- DIRECTIONS FOR THIS TASK
An exact copy of every record below is required, with the pictures left out.

:: SOURCE MATERIAL ::

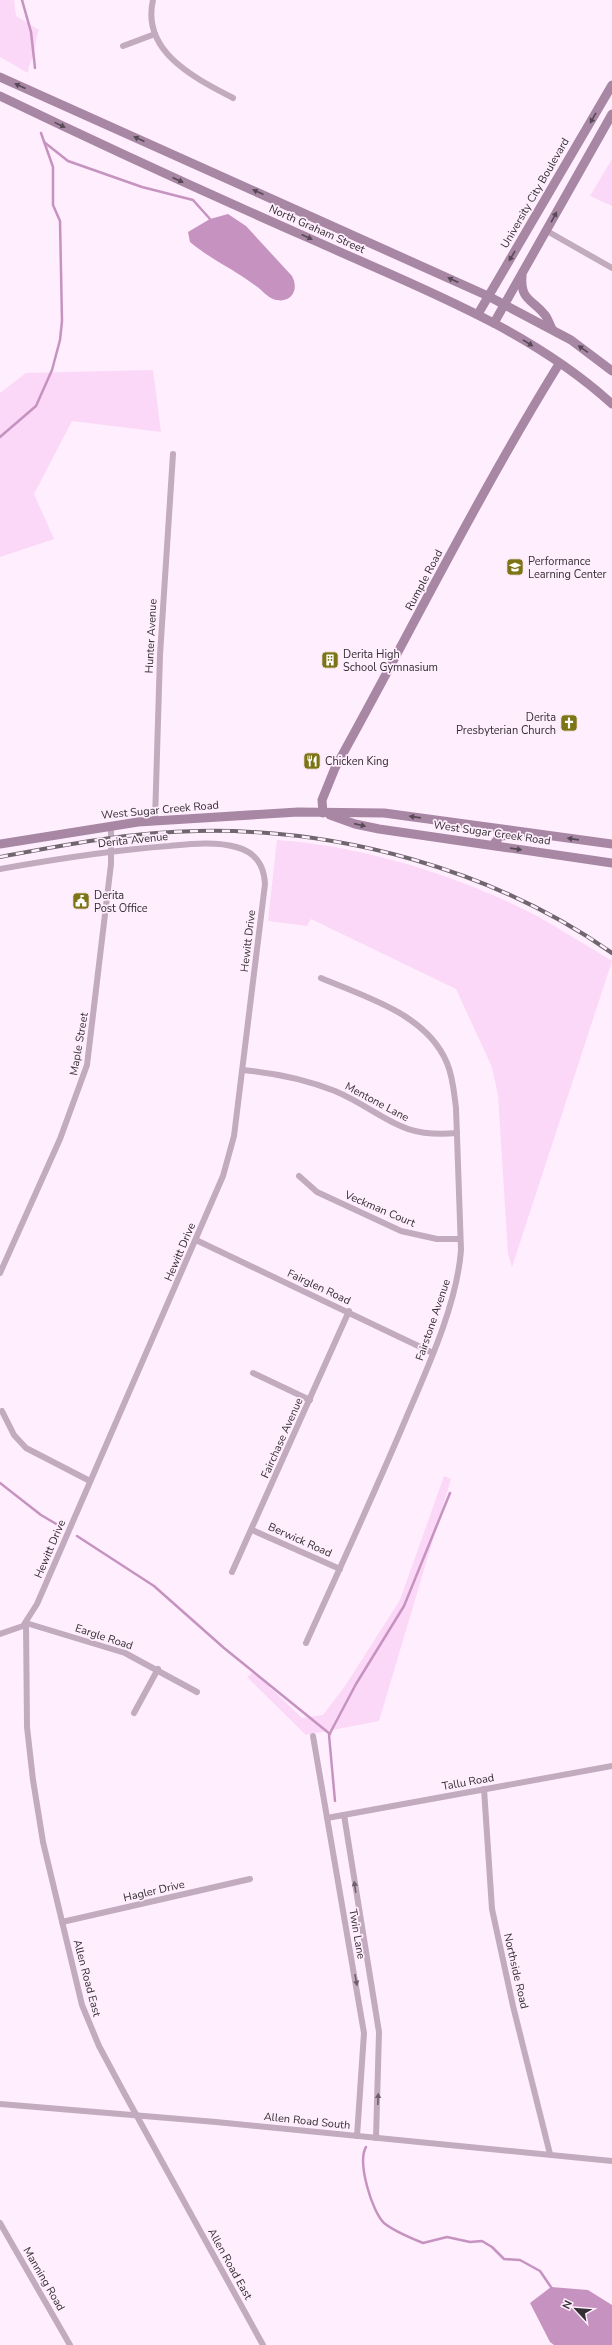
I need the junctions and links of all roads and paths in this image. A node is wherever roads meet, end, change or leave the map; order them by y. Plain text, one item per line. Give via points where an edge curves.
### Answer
1 (153, 0) edge
2 (156, 34) junction
3 (123, 46) dead end
4 (0, 77) edge
5 (612, 84) edge
6 (0, 96) edge
7 (233, 98) dead end
8 (612, 114) edge
9 (547, 230) junction
10 (612, 268) edge
11 (522, 275) junction
12 (488, 296) junction
13 (504, 305) junction
14 (478, 314) junction
15 (494, 323) junction
16 (552, 329) junction
17 (560, 364) junction
18 (612, 371) edge
19 (612, 404) edge
20 (173, 454) dead end
21 (323, 813) junction
22 (155, 820) junction
23 (112, 825) junction
24 (548, 835) junction
25 (0, 844) edge
26 (612, 844) edge
27 (493, 846) junction
28 (112, 851) junction
29 (612, 863) edge
30 (263, 866) joint
31 (0, 869) edge
32 (321, 978) dead end
33 (243, 1070) junction
34 (457, 1133) junction
35 (299, 1176) dead end
36 (460, 1239) junction
37 (196, 1240) junction
38 (0, 1273) edge
39 (349, 1311) junction
40 (433, 1353) junction
41 (253, 1373) dead end
42 (310, 1400) junction
43 (2, 1411) dead end
44 (90, 1480) junction
45 (252, 1530) junction
46 (340, 1568) junction
47 (232, 1572) dead end
48 (26, 1623) junction
49 (0, 1634) edge
50 (306, 1643) dead end
51 (158, 1670) junction
52 (197, 1692) dead end
53 (134, 1713) dead end
54 (313, 1736) dead end
55 (612, 1766) edge
56 (484, 1789) junction
57 (344, 1815) junction
58 (327, 1818) junction
59 (250, 1879) dead end
60 (62, 1922) junction
61 (0, 2104) edge
62 (136, 2116) junction
63 (357, 2136) junction
64 (376, 2138) junction
65 (550, 2154) junction
66 (612, 2161) edge
67 (0, 2223) edge
68 (70, 2345) edge
69 (263, 2345) edge

1 - 2 street via 152,22
2 - 3 street
2 - 7 street via 162,48 176,64
12 -> 4 main road, North Graham Street
5 -> 12 main road, University City Boulevard
6 -> 14 main road, North Graham Street via 142,164
9 -> 8 main road
9 - 10 street
9 - 11 main road
11 - 13 main road
11 - 16 main road via 521,287 524,295 545,315
12 - 13 main road, North Graham Street
12 - 14 main road, University City Boulevard
13 - 15 main road
13 - 16 main road, North Graham Street
14 - 15 main road, North Graham Street
15 -> 17 main road, North Graham Street
18 -> 16 main road, North Graham Street
17 - 19 main road, North Graham Street
17 - 21 main road, Rumple Road via 532,407 484,493 335,768 322,800
20 - 22 street, Hunter Avenue via 160,655
21 - 22 main road, West Sugar Creek Road via 298,812
24 -> 21 main road, West Sugar Creek Road via 384,813
21 -> 27 main road, West Sugar Creek Road via 379,830
22 - 23 main road, West Sugar Creek Road
23 - 25 main road, West Sugar Creek Road
23 - 28 street, Maple Street
26 -> 24 main road, West Sugar Creek Road
24 - 27 main road via 533,838 506,834 500,836
27 -> 29 main road, West Sugar Creek Road
28 - 30 street, Derita Avenue via 182,845 226,845 246,851
28 - 31 street, Derita Avenue
28 - 38 street, Maple Street via 87,1065 63,1132
30 - 33 street, Hewitt Drive via 264,894
32 - 34 street, Fairstone Avenue via 387,1006 426,1032 440,1051 451,1074
33 - 34 street, Mentone Lane via 290,1077 334,1091 352,1099 388,1122 410,1130 441,1135
33 - 37 street, Hewitt Drive via 230,1154
34 - 36 street, Fairstone Avenue
35 - 36 street, Veckman Court via 317,1192 401,1231 437,1239
36 - 40 street, Fairstone Avenue via 457,1281
37 - 39 street, Fairglen Road
37 - 44 street, Hewitt Drive
39 - 40 street, Fairglen Road
39 - 42 street, Fairchase Avenue
40 - 46 street, Fairstone Avenue
41 - 42 street
42 - 45 street, Fairchase Avenue
43 - 44 street via 14,1435 26,1448
44 - 48 street, Hewitt Drive via 37,1604
45 - 46 street, Berwick Road
45 - 47 street, Fairchase Avenue
46 - 50 street, Fairstone Avenue
48 - 49 street
48 - 51 street, Eargle Road via 125,1653
48 - 60 street, Allen Road East via 27,1727 30,1758 43,1842
51 - 52 street, Eargle Road
51 - 53 street
54 - 58 street, Twin Lane
55 - 56 street, Tallu Road
56 - 57 street, Tallu Road
56 - 65 street, Northside Road via 492,1908 513,2006
57 - 58 street, Tallu Road
64 -> 57 street, Twin Lane via 379,2032
58 -> 63 street, Twin Lane via 364,2033
59 - 60 street, Hagler Drive
60 - 62 street, Allen Road East via 88,2022
61 - 62 street, Allen Road South
62 - 63 street, Allen Road South
62 - 69 street, Allen Road East
63 - 64 street, Allen Road South
64 - 65 street, Allen Road South
65 - 66 street, Allen Road South
67 - 68 street, Manning Road

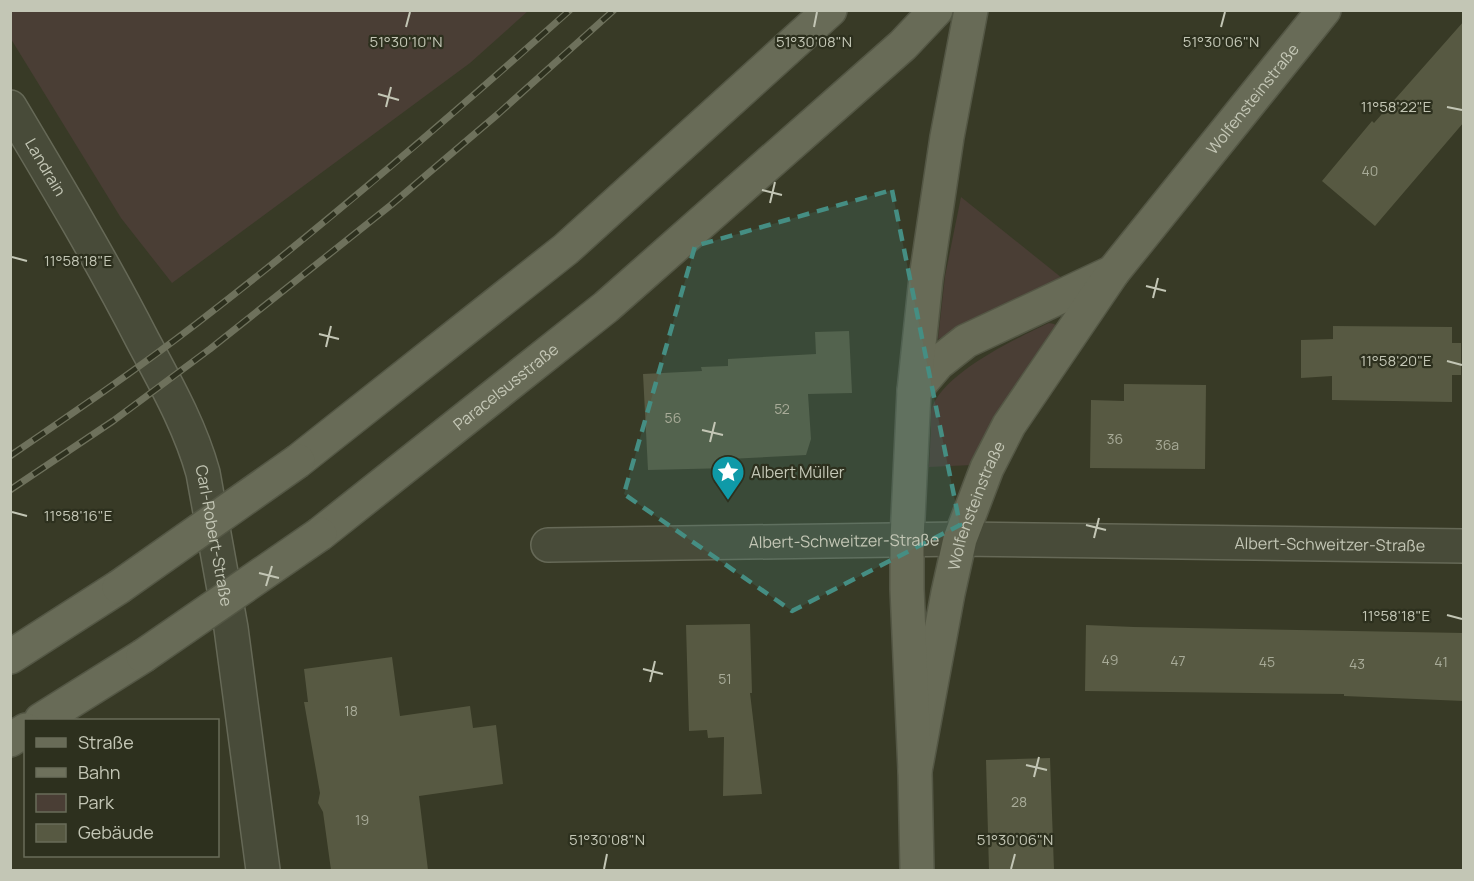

:::

- RESPONSE TO THE TASK
I need the junctions and links of all roads and paths in this image. A node is wherever roads meet, end, change or leave the map; order them by y. Plain text, one item per line. Give via points where an edge curves.
### Answer
1 (153, 0) edge
2 (156, 34) junction
3 (123, 46) dead end
4 (0, 77) edge
5 (612, 84) edge
6 (0, 96) edge
7 (233, 98) dead end
8 (612, 114) edge
9 (547, 230) junction
10 (612, 268) edge
11 (522, 275) junction
12 (488, 296) junction
13 (504, 305) junction
14 (478, 314) junction
15 (494, 323) junction
16 (552, 329) junction
17 (560, 364) junction
18 (612, 371) edge
19 (612, 404) edge
20 (173, 454) dead end
21 (323, 813) junction
22 (155, 820) junction
23 (112, 825) junction
24 (548, 835) junction
25 (0, 844) edge
26 (612, 844) edge
27 (493, 846) junction
28 (112, 851) junction
29 (612, 863) edge
30 (263, 866) joint
31 (0, 869) edge
32 (321, 978) dead end
33 (243, 1070) junction
34 (457, 1133) junction
35 (299, 1176) dead end
36 (460, 1239) junction
37 (196, 1240) junction
38 (0, 1273) edge
39 (349, 1311) junction
40 (433, 1353) junction
41 (253, 1373) dead end
42 (310, 1400) junction
43 (2, 1411) dead end
44 (90, 1480) junction
45 (252, 1530) junction
46 (340, 1568) junction
47 (232, 1572) dead end
48 (26, 1623) junction
49 (0, 1634) edge
50 (306, 1643) dead end
51 (158, 1670) junction
52 (197, 1692) dead end
53 (134, 1713) dead end
54 (313, 1736) dead end
55 (612, 1766) edge
56 (484, 1789) junction
57 (344, 1815) junction
58 (327, 1818) junction
59 (250, 1879) dead end
60 (62, 1922) junction
61 (0, 2104) edge
62 (136, 2116) junction
63 (357, 2136) junction
64 (376, 2138) junction
65 (550, 2154) junction
66 (612, 2161) edge
67 (0, 2223) edge
68 (70, 2345) edge
69 (263, 2345) edge

1 - 2 street via 152,22
2 - 3 street
2 - 7 street via 162,48 176,64
12 -> 4 main road, North Graham Street
5 -> 12 main road, University City Boulevard
6 -> 14 main road, North Graham Street via 142,164
9 -> 8 main road
9 - 10 street
9 - 11 main road
11 - 13 main road
11 - 16 main road via 521,287 524,295 545,315
12 - 13 main road, North Graham Street
12 - 14 main road, University City Boulevard
13 - 15 main road
13 - 16 main road, North Graham Street
14 - 15 main road, North Graham Street
15 -> 17 main road, North Graham Street
18 -> 16 main road, North Graham Street
17 - 19 main road, North Graham Street
17 - 21 main road, Rumple Road via 532,407 484,493 335,768 322,800
20 - 22 street, Hunter Avenue via 160,655
21 - 22 main road, West Sugar Creek Road via 298,812
24 -> 21 main road, West Sugar Creek Road via 384,813
21 -> 27 main road, West Sugar Creek Road via 379,830
22 - 23 main road, West Sugar Creek Road
23 - 25 main road, West Sugar Creek Road
23 - 28 street, Maple Street
26 -> 24 main road, West Sugar Creek Road
24 - 27 main road via 533,838 506,834 500,836
27 -> 29 main road, West Sugar Creek Road
28 - 30 street, Derita Avenue via 182,845 226,845 246,851
28 - 31 street, Derita Avenue
28 - 38 street, Maple Street via 87,1065 63,1132
30 - 33 street, Hewitt Drive via 264,894
32 - 34 street, Fairstone Avenue via 387,1006 426,1032 440,1051 451,1074
33 - 34 street, Mentone Lane via 290,1077 334,1091 352,1099 388,1122 410,1130 441,1135
33 - 37 street, Hewitt Drive via 230,1154
34 - 36 street, Fairstone Avenue
35 - 36 street, Veckman Court via 317,1192 401,1231 437,1239
36 - 40 street, Fairstone Avenue via 457,1281
37 - 39 street, Fairglen Road
37 - 44 street, Hewitt Drive
39 - 40 street, Fairglen Road
39 - 42 street, Fairchase Avenue
40 - 46 street, Fairstone Avenue
41 - 42 street
42 - 45 street, Fairchase Avenue
43 - 44 street via 14,1435 26,1448
44 - 48 street, Hewitt Drive via 37,1604
45 - 46 street, Berwick Road
45 - 47 street, Fairchase Avenue
46 - 50 street, Fairstone Avenue
48 - 49 street
48 - 51 street, Eargle Road via 125,1653
48 - 60 street, Allen Road East via 27,1727 30,1758 43,1842
51 - 52 street, Eargle Road
51 - 53 street
54 - 58 street, Twin Lane
55 - 56 street, Tallu Road
56 - 57 street, Tallu Road
56 - 65 street, Northside Road via 492,1908 513,2006
57 - 58 street, Tallu Road
64 -> 57 street, Twin Lane via 379,2032
58 -> 63 street, Twin Lane via 364,2033
59 - 60 street, Hagler Drive
60 - 62 street, Allen Road East via 88,2022
61 - 62 street, Allen Road South
62 - 63 street, Allen Road South
62 - 69 street, Allen Road East
63 - 64 street, Allen Road South
64 - 65 street, Allen Road South
65 - 66 street, Allen Road South
67 - 68 street, Manning Road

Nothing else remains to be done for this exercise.